Impugnazione dell’interdittiva antimafia e ammissione al controllo giudiziario: una difficile convivenza

Impugnazione dell’interdittiva antimafia e ammissione al controllo giudiziario: una difficile convivenza

Nota all’ordinanza di rimessione all’Adunanza Plenaria, sez. III, n. 5624 del 6 luglio 2022

Sommario: 1. Il caso dinanzi alla Sezione Terza del Consiglio di Stato – 2. Il quesito rimesso all’Adunanza Plenaria e le posizioni sul punto – 3. Il ragionamento della Sezione remittente – 4. Conclusioni

 

1. Il caso dinanzi alla Sezione Terza del Consiglio di Stato

L’ordinanza di rimessione all’Adunanza Plenaria si inscrive in un’articolata vicenda di cui si ritiene necessario dare sommariamente conto.

La pronuncia trae origine dall’appello proposto dal Ministero dell’Interno, dalla Prefettura di Foggia e dell’A.NA.C. avverso la sentenza del Tar per la Puglia, sede di Bari n. 1641/2020 che accoglieva l’impugnazione della società, operante nel settore della installazione, manutenzione e riparazione di impianti elettrici, attinta dall’informazione interdittiva antimafia emessa il 9 giugno 2020.

Nello specifico, il Prefetto, ritenuto il rapporto di parentela tra i titolari della ditta con un noto pluripregiudicato esponente della criminalità organizzata idoneo a dimostrare la plausibile presenza di possibili infiltrazioni mafiose tendenti a condizionare le scelte e gli indirizzi dell’impresa il 9 giugno 2020, emetteva l’interdittiva antimafia ai sensi dell’art. 91 del codice n. 159 del 2011 (“Codice Antimafia”).

Il Collegio pugliese accoglieva, tra le altre, la censura della ricorrente per cui il prefetto avrebbe reso una motivazione lacunosa basata su elementi privi dei requisiti della gravità, della precisione e della concordanza con conseguente errata applicazione del criterio del “più probabile che non”, non rilevando ex se la mera evocazione del vincolo familiare quale elemento di emersione dell’infiltrazione[1]

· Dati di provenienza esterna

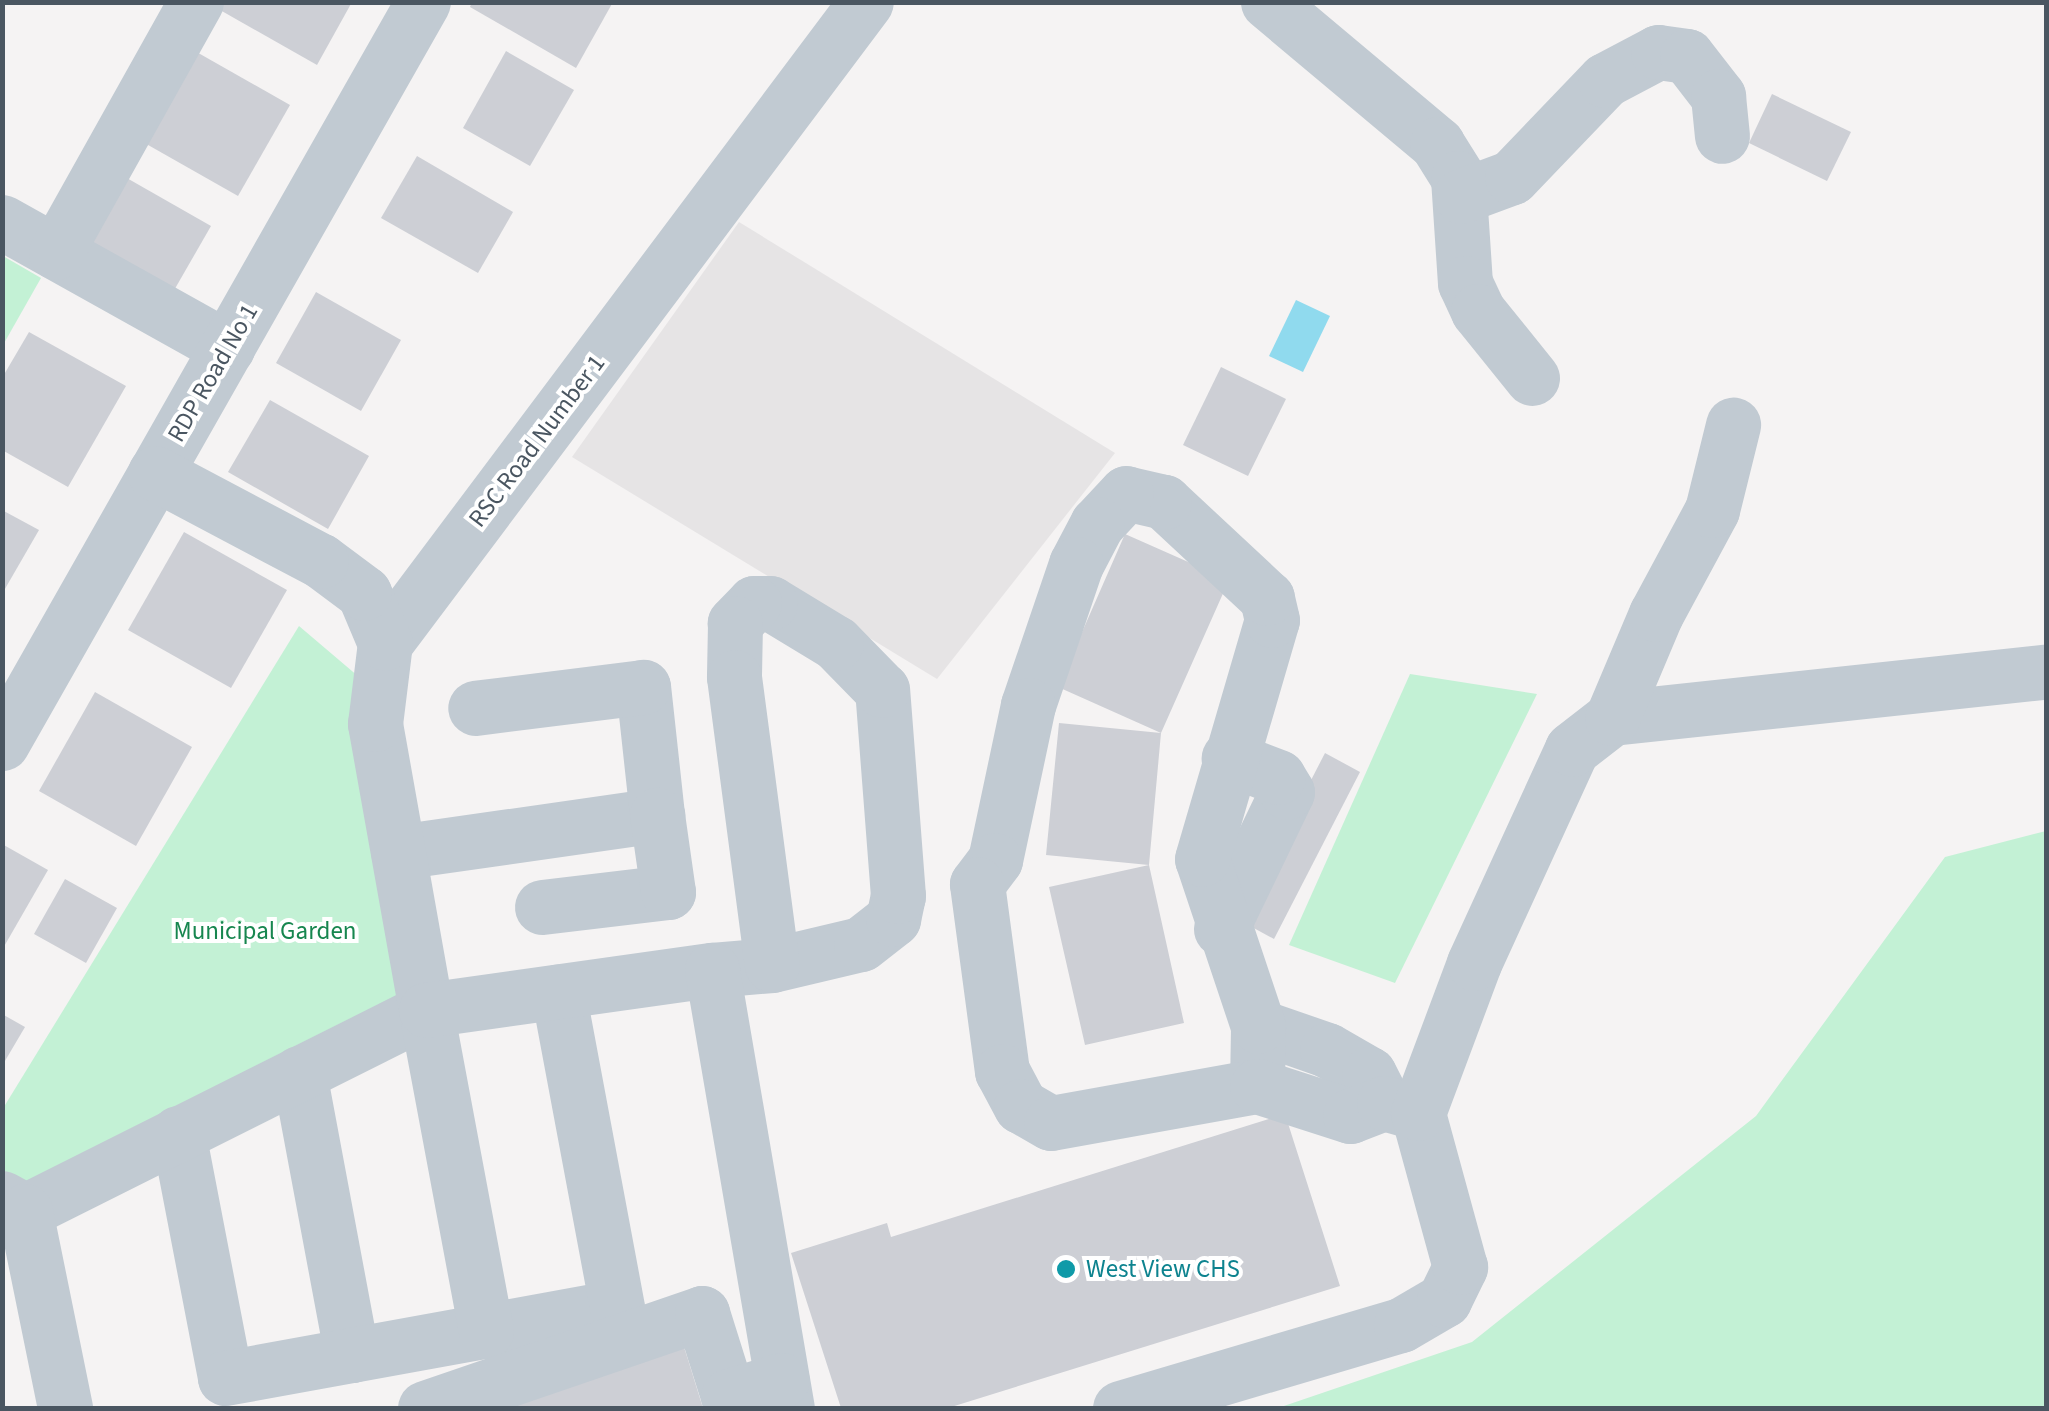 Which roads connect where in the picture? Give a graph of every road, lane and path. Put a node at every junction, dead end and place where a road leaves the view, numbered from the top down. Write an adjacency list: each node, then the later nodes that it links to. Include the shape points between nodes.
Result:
1 (196, 2): 8 (street)
2 (423, 2): 9 (street, RDP Road No 1)
3 (866, 2): 13 (street, RSC Road Number 1)
4 (1268, 2): 6 (street, via 1437,144)
5 (1722, 136): 6 (street, via 1718,96 1687,56 1658,52 1605,80 1512,176)
6 (1461, 196): 10 (street, via 1464,283)
7 (2, 222): 8 (street)
8 (56, 252): 9 (street)
9 (227, 348): 12 (street, RDP Road No 1)
10 (1532, 378)
11 (1734, 425): 17 (street, via 1712,510 1656,614)
12 (156, 473): 13 (street, via 320,561 364,593); 15 (street, RDP Road No 1)
13 (385, 644): 20 (street, via 375,724)
14 (2046, 672): 17 (street)
15 (16, 689): 18 (street, RDP Road No 1)
16 (476, 708): 19 (street, via 643,687)
17 (1612, 718): 29 (street, via 1572,749)
18 (2, 743)
19 (657, 816): 20 (street); 21 (street, via 668,892)
20 (398, 852): 25 (street)
21 (542, 906)
22 (772, 965): 22 (street, via 880,933 898,896 882,690 836,643 770,603 754,603 735,623 734,677); 23 (street)
23 (712, 970): 24 (street); 34 (street)
24 (558, 991): 25 (street); 32 (street, via 616,1307)
25 (426, 1010): 27 (street); 32 (street)
26 (1258, 1026): 28 (street); 28 (street, via 1202,860 1272,620 1267,598 1164,502 1126,493 1097,524 1076,564 1028,704 995,860 976,884 1002,1071 1021,1106 1051,1123); 29 (street, via 1369,1074)
27 (299, 1073): 30 (street); 33 (street)
28 (1257, 1086): 29 (street, via 1350,1116)
29 (1401, 1108): 38 (street, via 1460,1267 1444,1300 1401,1325)
30 (178, 1132): 31 (street); 33 (street, via 225,1378)
31 (14, 1204): 37 (street)
32 (486, 1330): 33 (street)
33 (352, 1355)
34 (785, 1394): 35 (street)
35 (730, 1402): 36 (street, via 702,1314)
36 (438, 1406)
37 (65, 1408)
38 (1120, 1408) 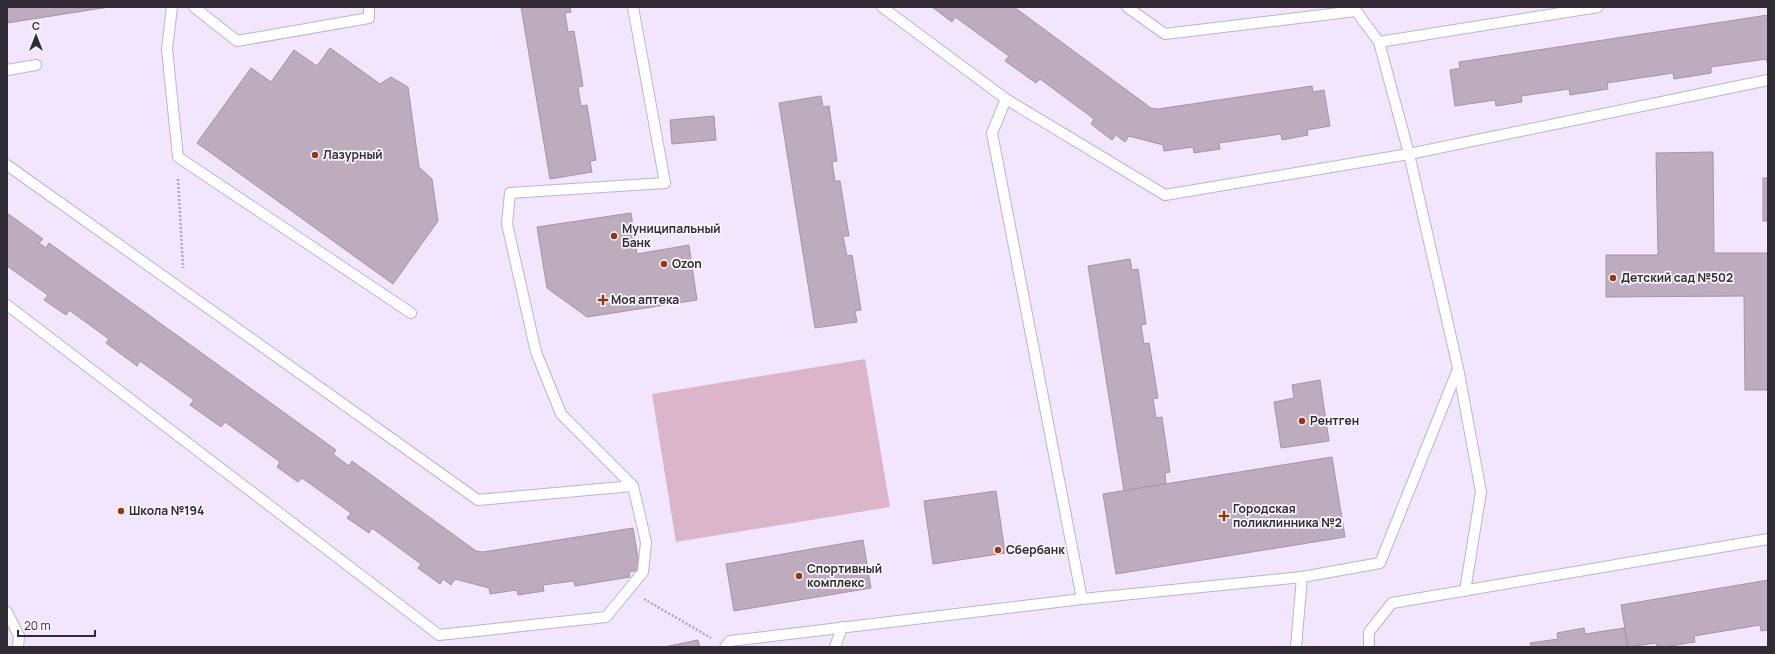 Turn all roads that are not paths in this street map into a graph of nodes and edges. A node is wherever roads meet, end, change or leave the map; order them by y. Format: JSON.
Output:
{"nodes":[{"id":1,"x":172,"y":7,"type":"edge"},
{"id":2,"x":194,"y":7,"type":"edge"},
{"id":3,"x":369,"y":7,"type":"edge"},
{"id":4,"x":633,"y":7,"type":"edge"},
{"id":5,"x":882,"y":7,"type":"edge"},
{"id":6,"x":1127,"y":7,"type":"edge"},
{"id":7,"x":1598,"y":7,"type":"edge"},
{"id":8,"x":1354,"y":9,"type":"edge"},
{"id":9,"x":1379,"y":42,"type":"junction"},
{"id":10,"x":36,"y":65,"type":"dead end"},
{"id":11,"x":7,"y":70,"type":"edge"},
{"id":12,"x":1768,"y":80,"type":"edge"},
{"id":13,"x":1006,"y":99,"type":"junction"},
{"id":14,"x":1409,"y":154,"type":"junction"},
{"id":15,"x":7,"y":165,"type":"edge"},
{"id":16,"x":7,"y":305,"type":"edge"},
{"id":17,"x":411,"y":313,"type":"dead end"},
{"id":18,"x":1458,"y":368,"type":"junction"},
{"id":19,"x":633,"y":486,"type":"junction"},
{"id":20,"x":1768,"y":539,"type":"edge"},
{"id":21,"x":1302,"y":577,"type":"junction"},
{"id":22,"x":1465,"y":592,"type":"junction"},
{"id":23,"x":1082,"y":599,"type":"junction"},
{"id":24,"x":7,"y":612,"type":"edge"},
{"id":25,"x":842,"y":627,"type":"junction"},
{"id":26,"x":725,"y":646,"type":"edge"},
{"id":27,"x":18,"y":647,"type":"edge"},
{"id":28,"x":835,"y":647,"type":"edge"},
{"id":29,"x":1296,"y":647,"type":"edge"},
{"id":30,"x":1369,"y":647,"type":"edge"}],
"edges":[{"from":1,"to":17,"type":"lane"},
{"from":2,"to":3,"type":"lane"},
{"from":4,"to":19,"type":"lane"},
{"from":5,"to":13,"type":"lane"},
{"from":6,"to":8,"type":"lane"},
{"from":7,"to":9,"type":"lane"},
{"from":8,"to":9,"type":"lane"},
{"from":9,"to":14,"type":"lane"},
{"from":10,"to":11,"type":"lane"},
{"from":12,"to":14,"type":"lane"},
{"from":13,"to":14,"type":"lane"},
{"from":13,"to":23,"type":"lane"},
{"from":14,"to":18,"type":"lane"},
{"from":15,"to":19,"type":"lane"},
{"from":16,"to":19,"type":"lane"},
{"from":18,"to":21,"type":"lane"},
{"from":18,"to":22,"type":"lane"},
{"from":20,"to":22,"type":"lane"},
{"from":21,"to":23,"type":"lane"},
{"from":21,"to":29,"type":"lane"},
{"from":22,"to":30,"type":"lane"},
{"from":23,"to":25,"type":"lane"},
{"from":24,"to":27,"type":"lane"},
{"from":25,"to":26,"type":"lane"},
{"from":25,"to":28,"type":"lane"}]}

Nelle more del giudizio di primo grado, la società aveva richiesto e ottenuto dalla Terza Sezione penale del Tribunale di Bari l’ammissione al controllo giudiziario per la durata di due anni ai sensi dell’articolo 34 bis comma 2 lettera b) del codice Antimafia, perciò a fronte dell’appello proposto dalle parti soccombenti in primo grado, sempre la società appellata chiedeva dapprima la sospensione del giudizio, successivamente, in alternativa, il rinvio ad un’udienza successiva alla scadenza del biennio di controllo giudiziario.

2. Il quesito rimesso all’Adunanza Plenaria e le posizioni sul punto

La Terza Sezione del Consiglio di Stato investita dell’impugnazione ha rimesso all’Adunanza Plenaria la risoluzione del seguente quesito: “se l’ammissione dell’impresa al controllo giudiziario, ai sensi dell’art. 34 bis, comma 6, del codice n. 159 del 2011, comporta che il giudice amministrativo – nel corso del giudizio di primo grado o di quello di appello avente per oggetto la presupposta interdittiva antimafia – debba sospendere il giudizio, ai sensi dell’art. 79 comma 1 c.p.a., o debba rinviare l’udienza eventualmente già fissata”.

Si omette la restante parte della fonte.